Parents, educators and lawmakers alike are watching a number of studies on bullying.
One, conducted by the American Academy of Pediatrics (AAP) and published this week in Pediatrics, found that children ages 6 to 11 are the most likely to be victims of physical and sexual abuse.
Researchers looked at a sample of 1,000 children, ages 6-11, from three states, and compared the results with their parents’ and teachers’ behavior.
In a previous study, the researchers found that more than three-quarters of children and adolescents who were bullied were also victims of peer-shaming, which they called “peer bullying.”
A study in the Journal of Adolescent Health by researchers at the University of North Carolina at Chapel Hill found that a small group of children ages 10-12 who are bullied more frequently than the rest of the students had higher rates of psychological distress and poor grades in their third and fourth grades.
Another study of children from three schools in Ohio found that students in schools with higher bullying rates were also more likely than those in schools without to be bullied at home.
It is not clear why the rates of physical, sexual and emotional abuse vary from state to state, but a few theories are being discussed.
One theory is that parents, teachers and school officials might be more inclined to take action against the bullies if they perceive the bullying as “wrong” rather than “just” or “not serious enough.”
Another theory is the need to protect children from others who may be more abusive.
But it is also possible that parents may be taking steps to protect their children from the bullying because they perceive their children as less vulnerable to physical or sexual abuse and therefore less likely to initiate it themselves.
Another theory holds that bullying is becoming more common in schools because of the widespread use of smartphones, video games, social media and other technologies.
The latest study, which focused on grades 6-8 in Texas, New Mexico and Georgia, did not measure the types of behaviors that the researchers looked at.
They also did not compare the bullying with peer and non-peer bullying.
In addition, they did not take into account whether the bullying involved verbal or non-verbal communication, like calling someone a “bitch” or using physical force.
Some experts say that the findings are important because they provide the first evidence that bullying has a role in the development of a child’s psychological well-being.
“The results confirm what we have been saying all along that bullying can affect children’s behavior and their health, which is a really good thing,” said Jennifer Stelter, a psychology professor at Indiana University and co-author of the new study.
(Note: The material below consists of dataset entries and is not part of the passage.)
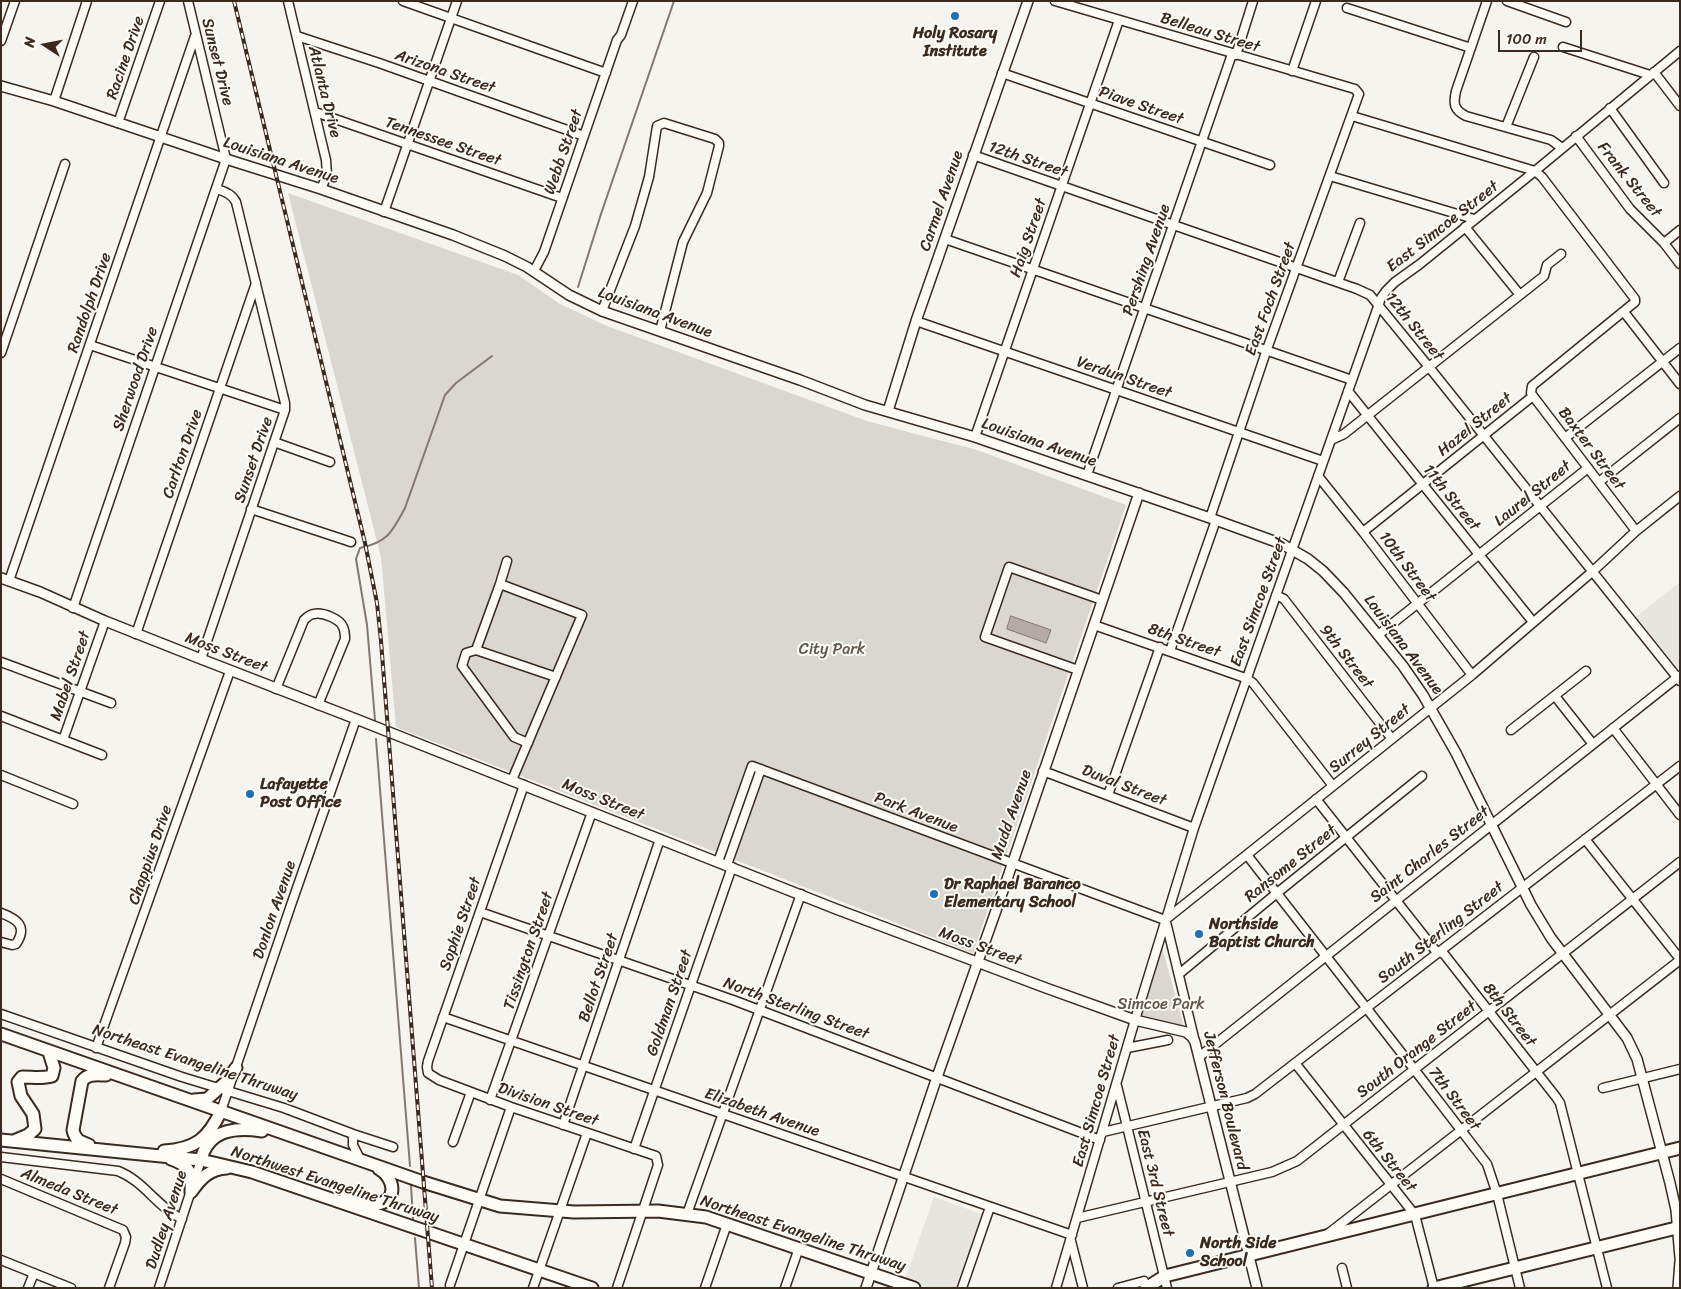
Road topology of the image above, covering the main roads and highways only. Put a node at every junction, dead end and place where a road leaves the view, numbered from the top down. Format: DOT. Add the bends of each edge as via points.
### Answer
graph roads {
  1 [pos="1028,1"];
  2 [pos="1,86"];
  3 [pos="888,411"];
  4 [pos="1139,493"];
  5 [pos="5,579"];
  6 [pos="977,962"];
  7 [pos="1,1034"];
  8 [pos="1195,1042"];
  9 [pos="49,1052"];
  10 [pos="236,1068"];
  11 [pos="118,1076"];
  12 [pos="191,1100"];
  13 [pos="221,1111"];
  14 [pos="294,1137"];
  15 [pos="1,1140"];
  16 [pos="14,1141"];
  17 [pos="1680,1148"];
  18 [pos="103,1149"];
  19 [pos="117,1150"];
  20 [pos="1662,1152"];
  21 [pos="158,1155"];
  22 [pos="360,1159"];
  23 [pos="200,1160"];
  24 [pos="234,1167"];
  25 [pos="269,1178"];
  26 [pos="1679,1227"];
  27 [pos="1249,1255"];
  28 [pos="1680,1259"];
  29 [pos="871,1273"];
  30 [pos="1166,1282"];
  31 [pos="1145,1284"];
  32 [pos="592,1288"];
  33 [pos="866,1288"];
  34 [pos="914,1288"];
  35 [pos="1257,1288"];
  36 [pos="1434,1288"];
  37 [pos="1678,1288"];
  1 -- 3 [label="main road, Carmel Avenue" via="916,321"];
  2 -- 3 [label="main road, Louisiana Avenue" via="321,189 491,250 534,271 602,312"];
  3 -- 4 [label="main road, Louisiana Avenue"];
  4 -- 6 [label="main road, Mudd Avenue"];
  4 -- 20 [label="main road, Louisiana Avenue" via="1293,549 1332,579 1408,672 1456,753 1541,923 1627,1038 1643,1078"];
  5 -- 6 [label="main road, Moss Street" via="201,660"];
  6 -- 8 [label="main road, Moss Street" via="1135,1020 1186,1032"];
  6 -- 29 [label="main road, Mudd Avenue"];
  7 -- 9 [label="highway, Northeast Evangeline Thruway"];
  8 -- 27 [label="main road, Jefferson Boulevard"];
  9 -- 11 [label="highway, Northeast Evangeline Thruway"];
  9 -- 16 [label="highway" via="54,1068 52,1076 41,1079 22,1077 18,1082 21,1096 32,1114 34,1129"];
  10 -- 12 [label="highway" via="223,1090 207,1099"];
  11 -- 12 [label="highway, Northeast Evangeline Thruway"];
  11 -- 18 [label="highway" via="89,1075 82,1081 74,1137"];
  12 -- 13 [label="highway, Northeast Evangeline Thruway"];
  13 -- 14 [label="highway, Northeast Evangeline Thruway"];
  13 -- 19 [label="highway" via="208,1134 183,1148"];
  14 -- 22 [label="highway, Northeast Evangeline Thruway"];
  14 -- 23 [label="highway" via="238,1128 217,1136 203,1150"];
  15 -- 16 [label="highway, Northwest Evangeline Thruway"];
  16 -- 18 [label="highway, Northwest Evangeline Thruway"];
  17 -- 20 [label="highway"];
  18 -- 19 [label="highway, Northwest Evangeline Thruway"];
  19 -- 21 [label="highway, Northwest Evangeline Thruway"];
  20 -- 26 [label="main road, Louisiana Avenue"];
  20 -- 27 [label="highway"];
  21 -- 23 [label="highway, Northwest Evangeline Thruway"];
  21 -- 24 [label="highway" via="186,1167 191,1176 191,1192 208,1173"];
  22 -- 25 [label="highway" via="384,1172 391,1181 391,1193 384,1202 373,1204 307,1183"];
  22 -- 29 [label="highway, Northeast Evangeline Thruway" via="500,1206 686,1214 727,1224"];
  23 -- 24 [label="highway, Northwest Evangeline Thruway"];
  24 -- 25 [label="highway, Northwest Evangeline Thruway"];
  25 -- 32 [label="highway, Northwest Evangeline Thruway"];
  26 -- 28 [label="main road, Louisiana Avenue"];
  26 -- 36 [label="highway"];
  27 -- 30 [label="highway"];
  27 -- 35 [label="main road, Jefferson Boulevard"];
  28 -- 37 [label="main road, Louisiana Avenue"];
  29 -- 33 [label="main road, Mudd Avenue"];
  29 -- 34 [label="highway, Northeast Evangeline Thruway"];
  30 -- 31 [label="highway"];
}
“Kids who are physically abused may be at higher risk for depression and anxiety and may have lower self-esteem and lower academic performance.
They are at greater risk of being bullied, but it doesn’t mean that they are more vulnerable to bullying because it is the same behavior that happens in the classroom.”
Stelte and colleagues say the findings will help parents and teachers better understand the types and severity of bullying that may occur in their children’s schools.
They will also help researchers better understand how and why bullying develops.
“This study is really the first one to look at this in depth and to compare the impact of bullying in schools across the United States,” said Stelstner.
“We know that bullying may have many different causes.
A review published in the December issue of the journal Pediatrics found that bullying in the United Kingdom had a significant impact on psychological health. “
But what we don’t yet know is why this happens, how it affects children and how it impacts adults.”
A review published in the December issue of the journal Pediatrics found that bullying in the United Kingdom had a significant impact on psychological health.
The authors of the study said that the study found that when parents, peers and teachers know their child is bullied, they are less likely than other adults to intervene.
The researchers said that parents who knew their child was bullied were about four times more likely as non-participants to intervene when the child was experiencing bullying.
The review also found that parents were twice as likely as peers to intervene, and teachers were nearly four times as likely.
“Our study shows that parents’ feelings of helplessness about bullying can be significant barriers to their childrens ability to resist bullying,” said co-lead author Dr. Joanne Fennell, a clinical psychologist in the School of Behavioral and Developmental Sciences at Northwestern University.
“It is particularly important to understand how bullying influences children and teenagers’ psychological well being and to provide interventions that are effective.”